==== Data extract
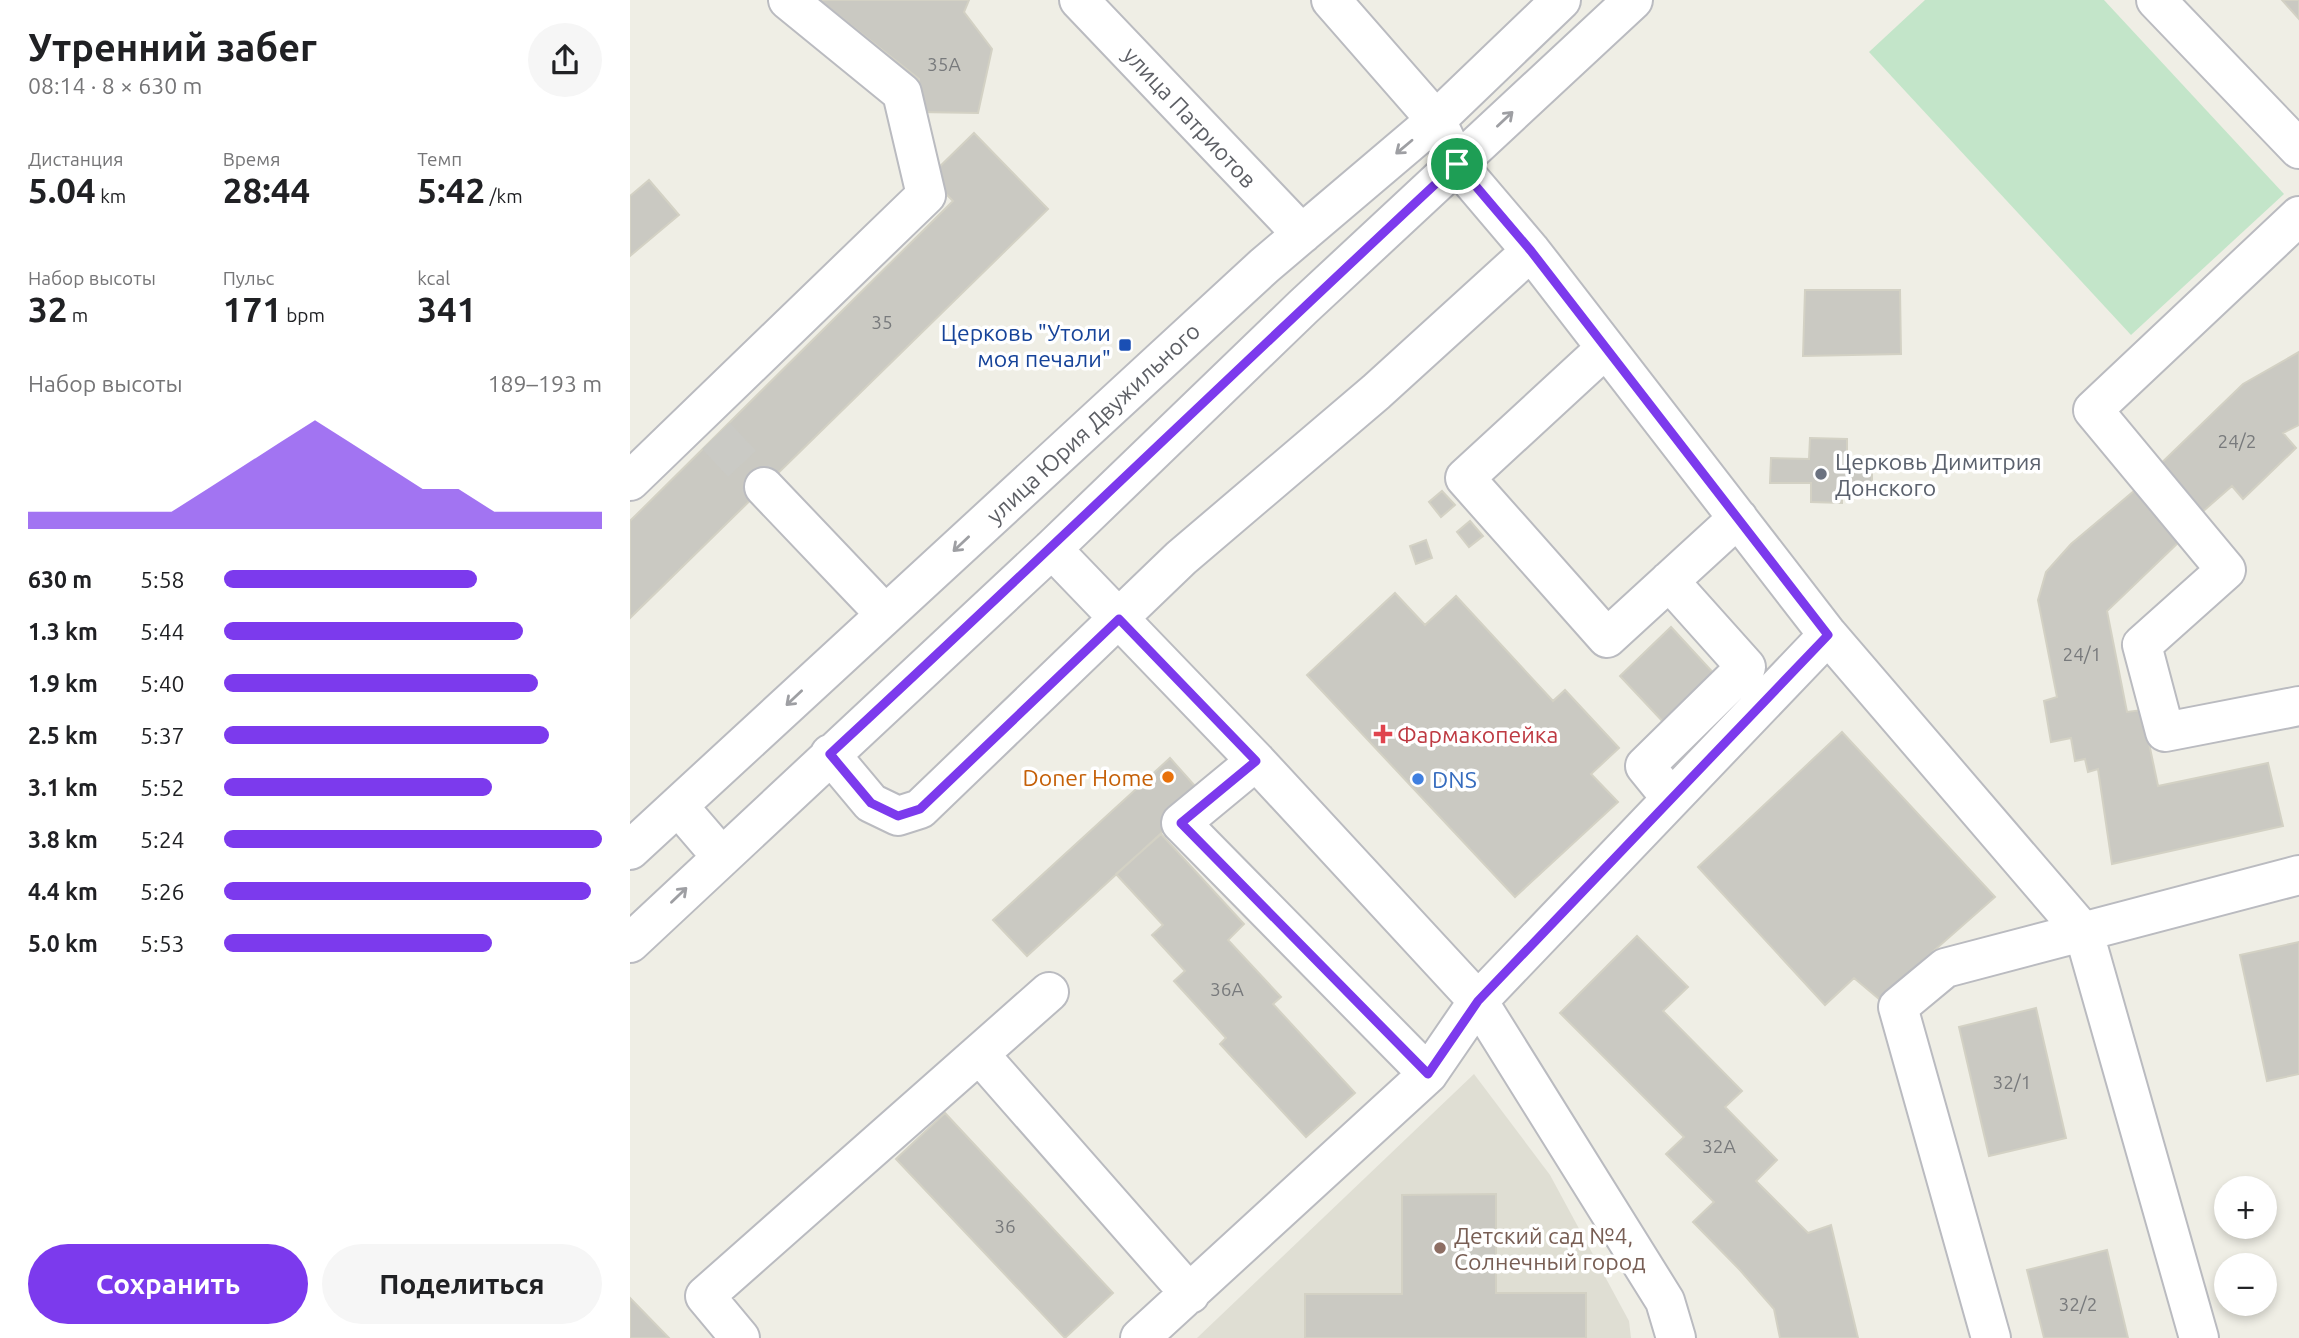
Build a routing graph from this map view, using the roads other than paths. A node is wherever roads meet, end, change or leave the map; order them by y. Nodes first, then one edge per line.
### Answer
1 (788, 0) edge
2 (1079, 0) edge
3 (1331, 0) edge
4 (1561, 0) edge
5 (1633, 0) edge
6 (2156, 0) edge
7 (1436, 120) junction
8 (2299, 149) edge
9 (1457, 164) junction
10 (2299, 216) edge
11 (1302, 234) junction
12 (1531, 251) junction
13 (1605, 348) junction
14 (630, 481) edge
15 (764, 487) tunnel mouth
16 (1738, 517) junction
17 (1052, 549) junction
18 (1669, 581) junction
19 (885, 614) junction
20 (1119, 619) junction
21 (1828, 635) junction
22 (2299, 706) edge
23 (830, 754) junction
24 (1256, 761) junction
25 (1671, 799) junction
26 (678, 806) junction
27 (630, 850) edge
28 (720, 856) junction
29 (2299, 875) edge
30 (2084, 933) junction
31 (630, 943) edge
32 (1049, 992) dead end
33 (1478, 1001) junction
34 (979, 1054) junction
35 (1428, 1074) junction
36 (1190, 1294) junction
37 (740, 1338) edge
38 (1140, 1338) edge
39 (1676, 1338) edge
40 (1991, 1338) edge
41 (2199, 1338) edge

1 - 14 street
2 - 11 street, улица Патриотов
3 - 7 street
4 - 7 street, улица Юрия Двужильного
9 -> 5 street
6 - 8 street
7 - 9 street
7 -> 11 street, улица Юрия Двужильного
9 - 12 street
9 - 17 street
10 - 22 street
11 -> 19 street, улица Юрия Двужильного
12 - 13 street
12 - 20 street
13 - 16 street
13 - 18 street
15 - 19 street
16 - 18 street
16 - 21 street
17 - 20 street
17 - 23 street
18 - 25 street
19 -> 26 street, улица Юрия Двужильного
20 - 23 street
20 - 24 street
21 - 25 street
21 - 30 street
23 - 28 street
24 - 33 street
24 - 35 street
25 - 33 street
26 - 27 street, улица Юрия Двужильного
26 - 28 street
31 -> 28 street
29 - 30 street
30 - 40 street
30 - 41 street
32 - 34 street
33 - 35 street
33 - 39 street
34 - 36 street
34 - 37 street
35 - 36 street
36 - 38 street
========
Task details: The lines to report are those in the material above that contain the word "Юрия"; copy every one of them.

Answer to this exercise:
4 - 7 street, улица Юрия Двужильного
7 -> 11 street, улица Юрия Двужильного
11 -> 19 street, улица Юрия Двужильного
19 -> 26 street, улица Юрия Двужильного
26 - 27 street, улица Юрия Двужильного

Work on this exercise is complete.